18 December 2015

For No One

How do we learn to be kind and caring and how do we learn to be cruel? The front page of today’s (or any day’s) New York Times offers a remarkable sample of the latter and even some evidence of the former.
     “Concern,” says Winnicott, “refers to the fact that the individual cares, or minds, and both feels and accepts responsibility” towards an other, or an Other. How this capacity for concern develops is the thrust of Winnicott’s essay, “The Development of the Capacity for Concern.” Winnicott says that a sense of destructiveness (hate and aggression) appears before an experience of constructiveness (a foundation of responsibility) even as in an earlier essay, “Hate in the Countertransference,” he claims that the mother hates (destructiveness) the baby before she loves (constructiveness) the baby. In the latter essay he offers a surprisingly long list rationalizing the precedence of hate before love. (I intend to use that essay for class this semester: I think that teachers hate their students before they love them!) In the essay, Winnicott says that in the fulfillment of instinctual needs/drives, the infant “attacks” the object-mother and intends to consume her seeking satisfaction of those needs.
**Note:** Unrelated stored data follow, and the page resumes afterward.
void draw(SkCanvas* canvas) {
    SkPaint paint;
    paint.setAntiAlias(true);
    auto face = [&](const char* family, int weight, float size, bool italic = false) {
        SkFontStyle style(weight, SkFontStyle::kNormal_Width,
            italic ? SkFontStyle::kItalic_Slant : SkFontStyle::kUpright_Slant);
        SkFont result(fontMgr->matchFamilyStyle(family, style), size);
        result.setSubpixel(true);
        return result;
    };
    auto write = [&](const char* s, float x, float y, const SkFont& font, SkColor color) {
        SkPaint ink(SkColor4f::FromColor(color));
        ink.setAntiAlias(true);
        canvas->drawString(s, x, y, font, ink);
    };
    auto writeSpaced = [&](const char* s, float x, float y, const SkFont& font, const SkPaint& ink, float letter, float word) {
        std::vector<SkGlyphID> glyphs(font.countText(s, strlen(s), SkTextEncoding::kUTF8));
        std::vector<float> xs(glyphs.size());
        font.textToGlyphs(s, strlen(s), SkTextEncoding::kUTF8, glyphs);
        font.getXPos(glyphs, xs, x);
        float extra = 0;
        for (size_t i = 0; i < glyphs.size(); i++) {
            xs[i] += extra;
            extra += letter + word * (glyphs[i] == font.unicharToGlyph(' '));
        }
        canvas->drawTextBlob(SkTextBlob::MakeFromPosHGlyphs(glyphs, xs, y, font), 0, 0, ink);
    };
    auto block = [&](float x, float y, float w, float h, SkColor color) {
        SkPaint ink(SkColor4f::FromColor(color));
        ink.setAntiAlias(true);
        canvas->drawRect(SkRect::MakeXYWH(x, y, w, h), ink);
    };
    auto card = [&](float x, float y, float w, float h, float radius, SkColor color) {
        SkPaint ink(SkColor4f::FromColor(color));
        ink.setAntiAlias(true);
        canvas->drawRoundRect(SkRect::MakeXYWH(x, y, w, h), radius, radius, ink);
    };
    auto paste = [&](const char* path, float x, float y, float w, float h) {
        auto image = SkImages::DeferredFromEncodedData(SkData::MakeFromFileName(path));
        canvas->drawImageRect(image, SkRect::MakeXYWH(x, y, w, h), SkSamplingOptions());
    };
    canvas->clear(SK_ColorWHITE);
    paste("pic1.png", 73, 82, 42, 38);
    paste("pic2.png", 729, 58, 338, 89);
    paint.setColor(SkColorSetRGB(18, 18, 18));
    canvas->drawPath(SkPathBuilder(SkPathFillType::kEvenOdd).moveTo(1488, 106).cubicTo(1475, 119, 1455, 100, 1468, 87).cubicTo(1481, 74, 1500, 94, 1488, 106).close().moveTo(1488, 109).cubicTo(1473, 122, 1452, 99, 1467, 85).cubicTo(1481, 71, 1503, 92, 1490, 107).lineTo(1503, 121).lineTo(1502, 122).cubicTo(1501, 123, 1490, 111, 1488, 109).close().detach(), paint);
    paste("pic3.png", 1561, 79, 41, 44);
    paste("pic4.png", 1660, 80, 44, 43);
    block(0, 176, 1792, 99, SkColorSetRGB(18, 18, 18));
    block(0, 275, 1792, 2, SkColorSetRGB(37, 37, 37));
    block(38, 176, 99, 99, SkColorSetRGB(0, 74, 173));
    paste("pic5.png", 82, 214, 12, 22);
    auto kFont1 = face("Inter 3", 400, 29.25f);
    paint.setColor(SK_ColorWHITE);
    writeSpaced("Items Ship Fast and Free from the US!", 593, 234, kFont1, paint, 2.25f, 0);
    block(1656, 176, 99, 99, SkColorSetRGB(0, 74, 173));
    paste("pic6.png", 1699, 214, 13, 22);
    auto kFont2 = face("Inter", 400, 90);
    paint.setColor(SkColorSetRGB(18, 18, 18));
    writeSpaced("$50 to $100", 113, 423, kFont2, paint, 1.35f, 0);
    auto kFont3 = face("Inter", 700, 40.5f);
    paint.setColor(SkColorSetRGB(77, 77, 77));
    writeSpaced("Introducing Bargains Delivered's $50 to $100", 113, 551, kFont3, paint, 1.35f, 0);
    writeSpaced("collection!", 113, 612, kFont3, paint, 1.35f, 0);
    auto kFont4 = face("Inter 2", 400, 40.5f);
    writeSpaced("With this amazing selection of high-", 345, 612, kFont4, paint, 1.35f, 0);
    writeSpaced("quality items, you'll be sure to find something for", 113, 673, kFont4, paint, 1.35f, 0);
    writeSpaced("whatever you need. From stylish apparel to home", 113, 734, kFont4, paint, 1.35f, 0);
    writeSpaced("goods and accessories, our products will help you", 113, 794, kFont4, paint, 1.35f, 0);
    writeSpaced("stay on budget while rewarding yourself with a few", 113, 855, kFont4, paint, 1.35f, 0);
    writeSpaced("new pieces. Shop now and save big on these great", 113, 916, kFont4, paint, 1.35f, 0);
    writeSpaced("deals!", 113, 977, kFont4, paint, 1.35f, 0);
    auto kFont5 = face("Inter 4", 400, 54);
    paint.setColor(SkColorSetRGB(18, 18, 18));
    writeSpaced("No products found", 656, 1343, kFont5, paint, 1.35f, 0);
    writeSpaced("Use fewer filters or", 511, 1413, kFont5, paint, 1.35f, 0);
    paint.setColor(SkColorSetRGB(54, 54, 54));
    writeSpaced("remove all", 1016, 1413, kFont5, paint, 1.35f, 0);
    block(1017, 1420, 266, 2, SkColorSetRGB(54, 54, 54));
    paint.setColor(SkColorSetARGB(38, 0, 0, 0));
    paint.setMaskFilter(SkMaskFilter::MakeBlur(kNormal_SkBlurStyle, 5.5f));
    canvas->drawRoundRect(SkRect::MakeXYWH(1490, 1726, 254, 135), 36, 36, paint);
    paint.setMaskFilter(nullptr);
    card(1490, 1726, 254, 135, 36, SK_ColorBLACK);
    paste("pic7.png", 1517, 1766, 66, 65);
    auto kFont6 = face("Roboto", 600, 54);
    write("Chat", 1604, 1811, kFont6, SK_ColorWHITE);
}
This aggressiveneness is perceived by the child as destructiveness, and as as result of this awareness of destructiveness, the child experiences anxiety, a sense of guilt felt by the child that she will actually ‘consumes’ the object-mother: the child senses that if she “attacks” the mother, then the mother will disappear. Of course, it is important that the mother be known as a subject who can survive the destructiveness of the child: hence the importance of the good-enough mother.
     Along with the object mother, she who can be attacked and consumed, the child learns that there exists as well what Winnicott calls “the environmental mother,’ a caregiver “who wards off the unpredictable and who actively provides care in handling and in general management.” The child comes to understand that s/he can use the environmental mother with “affection and sensuous co-existence,” and can ‘contribute’ to the environmental mother. In his relations with this mother the child experiences constructiveness and can offer to this caregiver reparation for the destructiveness and attack s/he has practiced and yet practices upon this caregiver. Without that environmental care-giver, and without the opportunity for reparation for the destructiveness the child exhibits to the the object-caregiver, the child experiences merely guilt. Guilt is the negative side of concern, and is characterized by anxiety linked with the concept of ambivalence, the latter term, says Winnicott, expressing the existence of eroticism and aggressiveness combined, the experience of a desire for, and a hatred of the object-imago. But I suppose the child will also come to experience from the reliability of the environment mother (or caregiver) the opportunity for reparation, since s/he will manage the child’s freer expressions of even the child’s id-drives and instinctual life. Winnicott says that in health the child’s guilt lies dormant or as mere potential—and will appear as depression or sadness when the opportunity for reparation does not exist.  For Winnicott this ambivalence assumes a degree of ego integration (an earlier development) that allows the child to understand that the same object (mother) is both object and subject. The child must know that just as the child has an outside and an inside, so must the mother possess an outside and an inside.
     Over time, this cycle of instinctual drives and the desire for reparation (of destructiveness and constructiveness) becomes modified and turns to what we can now call concern. Concern, the positive side of guilt, develops when the child accepts responsibility for her instinctual drives. And to take responsibility seems to mean to be able (and willing) to offer reparation. What starts as guilt in this regard transforms into concern.